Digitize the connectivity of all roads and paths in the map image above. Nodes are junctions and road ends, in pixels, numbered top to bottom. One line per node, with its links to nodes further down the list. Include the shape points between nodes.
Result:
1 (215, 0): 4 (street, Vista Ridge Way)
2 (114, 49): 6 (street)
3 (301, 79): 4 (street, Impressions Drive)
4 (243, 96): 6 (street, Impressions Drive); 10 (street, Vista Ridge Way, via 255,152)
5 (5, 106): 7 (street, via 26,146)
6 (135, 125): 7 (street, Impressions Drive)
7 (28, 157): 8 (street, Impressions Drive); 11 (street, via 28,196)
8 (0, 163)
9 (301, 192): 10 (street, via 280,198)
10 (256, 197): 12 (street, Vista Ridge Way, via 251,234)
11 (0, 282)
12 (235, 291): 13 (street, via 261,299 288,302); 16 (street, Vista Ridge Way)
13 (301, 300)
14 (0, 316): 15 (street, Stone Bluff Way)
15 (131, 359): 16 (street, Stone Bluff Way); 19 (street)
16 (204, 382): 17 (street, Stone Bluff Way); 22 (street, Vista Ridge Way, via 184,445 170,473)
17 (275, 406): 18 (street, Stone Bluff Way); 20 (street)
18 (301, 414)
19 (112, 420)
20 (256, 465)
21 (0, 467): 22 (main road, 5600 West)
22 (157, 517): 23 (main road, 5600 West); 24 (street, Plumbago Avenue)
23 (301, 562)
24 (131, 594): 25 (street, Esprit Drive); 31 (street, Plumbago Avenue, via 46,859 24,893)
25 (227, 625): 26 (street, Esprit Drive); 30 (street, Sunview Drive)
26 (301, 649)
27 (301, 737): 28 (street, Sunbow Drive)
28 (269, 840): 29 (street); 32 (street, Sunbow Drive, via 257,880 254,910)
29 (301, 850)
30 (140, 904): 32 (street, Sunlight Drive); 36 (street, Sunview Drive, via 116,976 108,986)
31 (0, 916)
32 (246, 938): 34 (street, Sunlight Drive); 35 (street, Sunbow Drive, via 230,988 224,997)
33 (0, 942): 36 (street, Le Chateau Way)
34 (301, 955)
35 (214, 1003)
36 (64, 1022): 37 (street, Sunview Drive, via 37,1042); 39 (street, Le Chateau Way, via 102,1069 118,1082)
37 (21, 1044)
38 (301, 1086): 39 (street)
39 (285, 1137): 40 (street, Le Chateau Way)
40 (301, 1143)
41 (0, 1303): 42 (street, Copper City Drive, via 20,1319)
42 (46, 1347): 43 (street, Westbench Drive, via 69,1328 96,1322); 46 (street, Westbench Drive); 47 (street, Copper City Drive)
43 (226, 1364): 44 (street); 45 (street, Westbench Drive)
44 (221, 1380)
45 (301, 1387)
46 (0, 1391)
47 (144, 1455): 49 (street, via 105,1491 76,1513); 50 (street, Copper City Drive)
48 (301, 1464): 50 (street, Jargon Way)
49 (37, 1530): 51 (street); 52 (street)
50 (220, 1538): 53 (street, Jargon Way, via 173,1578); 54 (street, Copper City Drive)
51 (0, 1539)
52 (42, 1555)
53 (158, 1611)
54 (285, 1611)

*-*-*

## TASK BRIEF
Go through the entries above and pull out each line with "main" in it.

## SOLUTION FOR THIS PROBLEM
21 (0, 467): 22 (main road, 5600 West)
22 (157, 517): 23 (main road, 5600 West); 24 (street, Plumbago Avenue)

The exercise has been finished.